Counteracting Soil Deficiencies

One of the side benefits obtained from using bulky manures and composts is that they provide a great variety of plant foods, not just the three major chemicals nitrogen, phosphorus and potassium. It is true that the other chemicals are usually present in sufficient quantity but this is not always so. When they are deficient there can be some spectacular results. Shortage of iron may cause leaves to go bright yellow; lack of magnesium or manganese can have a similar effect or magnesium deficiency may produce brown patches between the veins of the leaves. These particular shortages are most likely to occur when the soil contains a lot of chalk or lime and are due to chemical reactions in the soil which do not remove the iron or magnesium but make them insoluble so that plants cannot use them. If sulphate of iron or sulphate of magnesium (Epsom salts) is applied there may be an immediate improvement but the treatment may have to be repeated over and over again since the fresh supplies also get locked up through chemical interaction in the soil.

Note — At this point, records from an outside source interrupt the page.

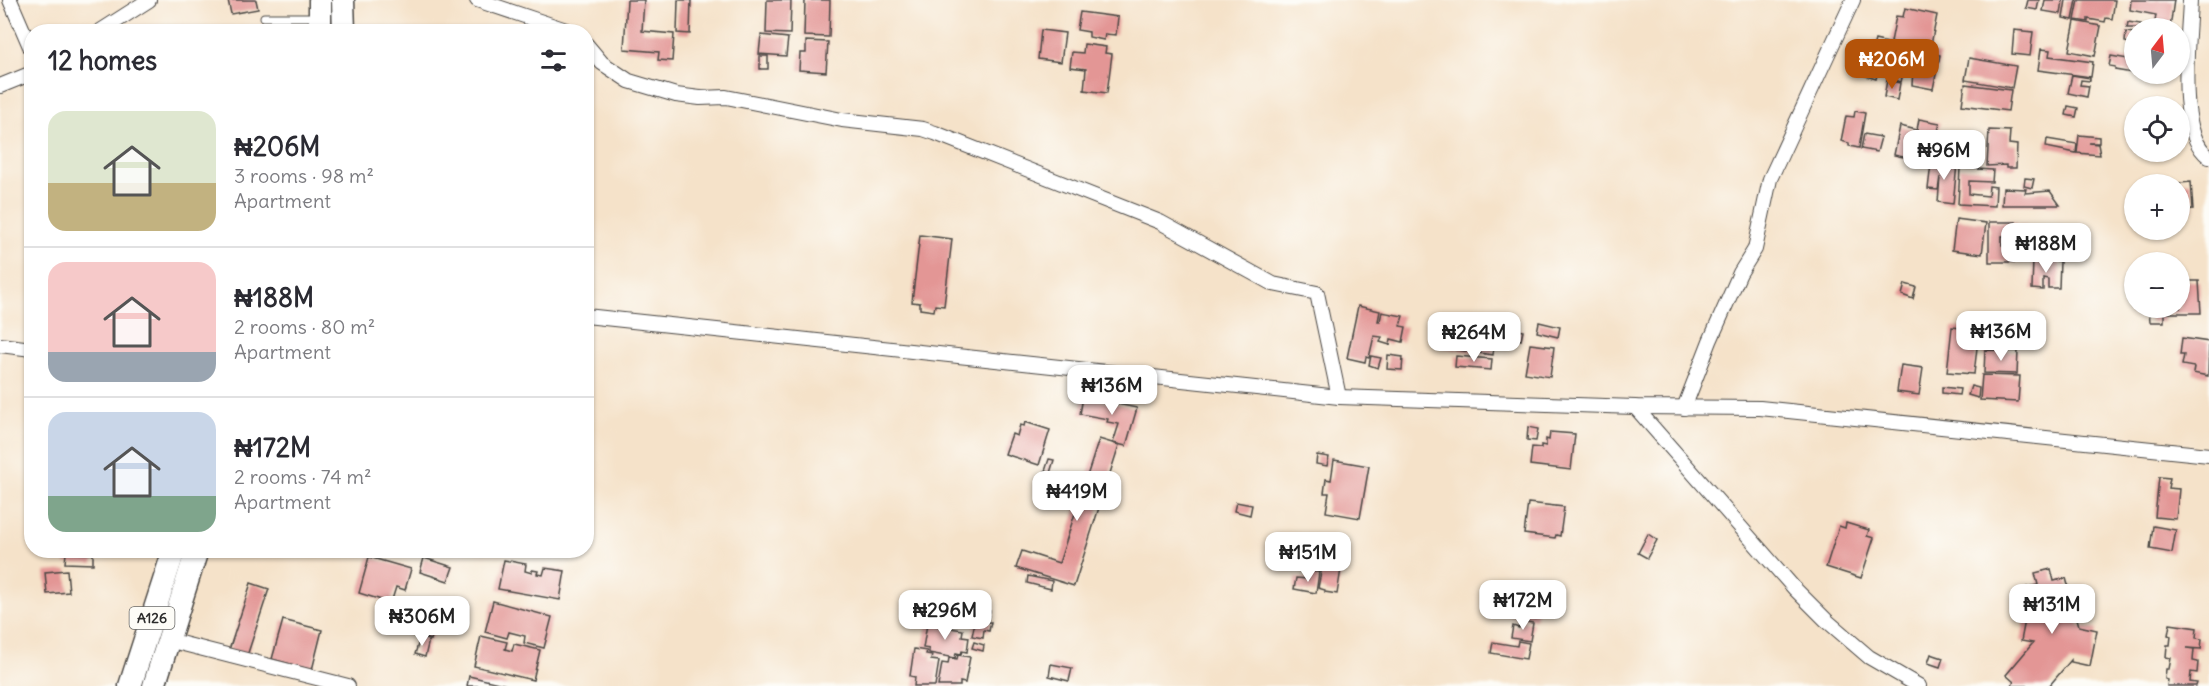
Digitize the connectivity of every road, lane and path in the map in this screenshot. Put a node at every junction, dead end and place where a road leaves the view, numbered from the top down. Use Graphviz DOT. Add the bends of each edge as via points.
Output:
graph roads {
  1 [pos="10,0"];
  2 [pos="149,0"];
  3 [pos="343,0"];
  4 [pos="477,0"];
  5 [pos="1853,0"];
  6 [pos="2190,0"];
  7 [pos="320,16"];
  8 [pos="264,17"];
  9 [pos="112,24"];
  10 [pos="344,24"];
  11 [pos="548,24"];
  12 [pos="24,32"];
  13 [pos="594,54"];
  14 [pos="24,76"];
  15 [pos="0,86"];
  16 [pos="2209,157"];
  17 [pos="594,317"];
  18 [pos="0,345"];
  19 [pos="24,348"];
  20 [pos="1339,397"];
  21 [pos="1635,407"];
  22 [pos="1684,408"];
  23 [pos="2209,455"];
  24 [pos="171,558"];
  25 [pos="194,558"];
  26 [pos="168,640"];
  27 [pos="130,686"];
  28 [pos="154,686"];
  29 [pos="348,686"];
  30 [pos="1919,686"];
  1 -- 12 [label="street"];
  2 -- 9 [label="street"];
  3 -- 10 [label="highway"];
  4 -- 11 [label="street"];
  5 -- 22 [label="street" via="1770,179 1755,249 1710,341"];
  6 -- 16 [label="street" via="2187,110 2194,137"];
  7 -- 8 [label="lane"];
  13 -- 20 [label="street" via="629,81 666,93 726,97 842,120 923,129 1160,222 1273,284 1317,293"];
  14 -- 15 [label="street"];
  17 -- 20 [label="street"];
  18 -- 19 [label="street"];
  20 -- 21 [label="street"];
  21 -- 22 [label="street"];
  21 -- 30 [label="street" via="1826,620 1869,657"];
  22 -- 23 [label="street" via="1760,408"];
  24 -- 27 [label="highway, A126"];
  25 -- 26 [label="highway, A126"];
  26 -- 28 [label="highway, A126"];
  26 -- 29 [label="street"];
}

To overcome this difficulty, special forms of iron manganese and magnesium have been prepared, known as scquestrols. They are of varying efficiency and are fairly expensive, so if such deficiencies are suspected it is best to get expert advice on the spot before doing anything about it. Regular use of good animal manure or vegetable compost will help to prevent these difficulties both by returning such elements to the soil and by using up surplus lime or chalk and so preventing the conditions in which these deficiencies are most likely to occur.